Introduction: Hyperthermic intraperitoneal chemotherapy (HIPEC) is an effective treatment for peritoneal carcinomatosis (PC). Laparoscopic surgery is performed in the treatment of colorectal and appendiceal cancer, and PC from diverse origin in selected patients. HIPEC management by laparoscopic approach after cytoreductive surgery (CRS) completed locoregional treatment of PC, and may be feasible and safe after appropriate patient selection.
Objective: Development of an experimental model of HIPEC by laparoscopic approach, with CO2 recirculation. Clinical translation in two patients with PC and low peritoneal cancer index.
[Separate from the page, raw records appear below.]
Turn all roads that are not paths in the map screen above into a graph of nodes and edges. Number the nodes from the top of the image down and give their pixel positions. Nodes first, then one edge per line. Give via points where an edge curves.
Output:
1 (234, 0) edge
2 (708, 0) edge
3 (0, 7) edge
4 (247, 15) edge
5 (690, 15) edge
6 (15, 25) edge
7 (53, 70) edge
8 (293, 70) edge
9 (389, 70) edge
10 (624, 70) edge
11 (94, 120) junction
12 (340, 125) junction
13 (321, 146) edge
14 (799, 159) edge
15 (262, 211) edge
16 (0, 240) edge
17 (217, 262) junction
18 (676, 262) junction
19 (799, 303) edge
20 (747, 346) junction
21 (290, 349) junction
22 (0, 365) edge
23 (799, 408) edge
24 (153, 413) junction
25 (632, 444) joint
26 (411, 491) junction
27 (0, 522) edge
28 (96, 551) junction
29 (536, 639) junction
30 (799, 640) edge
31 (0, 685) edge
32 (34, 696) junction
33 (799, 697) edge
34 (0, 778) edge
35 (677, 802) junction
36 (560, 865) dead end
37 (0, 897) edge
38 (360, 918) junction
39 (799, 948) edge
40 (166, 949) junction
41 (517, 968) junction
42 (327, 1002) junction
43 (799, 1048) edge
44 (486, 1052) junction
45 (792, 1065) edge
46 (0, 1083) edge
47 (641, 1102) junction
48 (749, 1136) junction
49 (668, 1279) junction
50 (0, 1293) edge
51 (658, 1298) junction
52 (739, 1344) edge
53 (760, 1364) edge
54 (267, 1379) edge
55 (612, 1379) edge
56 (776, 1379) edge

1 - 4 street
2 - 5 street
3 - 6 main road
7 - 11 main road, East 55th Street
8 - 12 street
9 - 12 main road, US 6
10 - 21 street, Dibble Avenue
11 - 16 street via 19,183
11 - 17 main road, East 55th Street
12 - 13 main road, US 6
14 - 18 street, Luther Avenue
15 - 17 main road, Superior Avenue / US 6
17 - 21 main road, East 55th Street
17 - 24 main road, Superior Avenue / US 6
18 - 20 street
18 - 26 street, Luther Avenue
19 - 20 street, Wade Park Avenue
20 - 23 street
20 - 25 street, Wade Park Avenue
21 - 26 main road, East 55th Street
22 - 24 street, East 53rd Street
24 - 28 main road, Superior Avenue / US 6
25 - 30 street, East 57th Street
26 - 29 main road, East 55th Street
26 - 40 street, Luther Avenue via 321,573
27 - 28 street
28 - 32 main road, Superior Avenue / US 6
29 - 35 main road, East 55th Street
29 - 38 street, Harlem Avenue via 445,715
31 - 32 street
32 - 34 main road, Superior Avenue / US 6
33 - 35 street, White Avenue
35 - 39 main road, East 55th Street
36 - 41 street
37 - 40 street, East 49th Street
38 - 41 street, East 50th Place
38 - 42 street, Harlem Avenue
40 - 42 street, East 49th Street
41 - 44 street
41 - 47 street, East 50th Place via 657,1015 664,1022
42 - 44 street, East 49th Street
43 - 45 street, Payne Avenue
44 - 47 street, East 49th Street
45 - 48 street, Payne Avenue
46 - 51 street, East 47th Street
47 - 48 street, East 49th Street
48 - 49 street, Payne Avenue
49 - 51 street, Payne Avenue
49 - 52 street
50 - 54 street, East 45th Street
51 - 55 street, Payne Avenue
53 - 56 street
Material and methods: We performed CRS in a porcine model of 5 pigs (35-38 kg) by laparoscopic approach. Laparoscopic HIPEC by CO2 recirculation system was performed; laparoscopic access was used for catheter input and output placement (Paclitaxel 175 mg/m2 for 60 min at 42 °C). The experimental variables were: blood gases, haemodynamic and intra-abdominal and central temperature. Clinical model application was performed in three cases with PC from colorectal origin.
Results: No statistically significant differences was found in blood gases, haemodynamic or temperature in the experimental study. In clinical study, there were no technical complications during laparoscopic-HIPEC approach, and we observed no changes in haemodynamic variables during the procedure.
Conclusions: CRS and HIPEC laparoscopic model by CO2 recirculation system is safe and feasible technique in selected patients, that include low PC index, local and accessible tumour recurrences or high-risk of PC tumours.
Keywords: Peritoneal carcinomatosis; minimally invasive HIPEC; minimally invasive cytoreduction.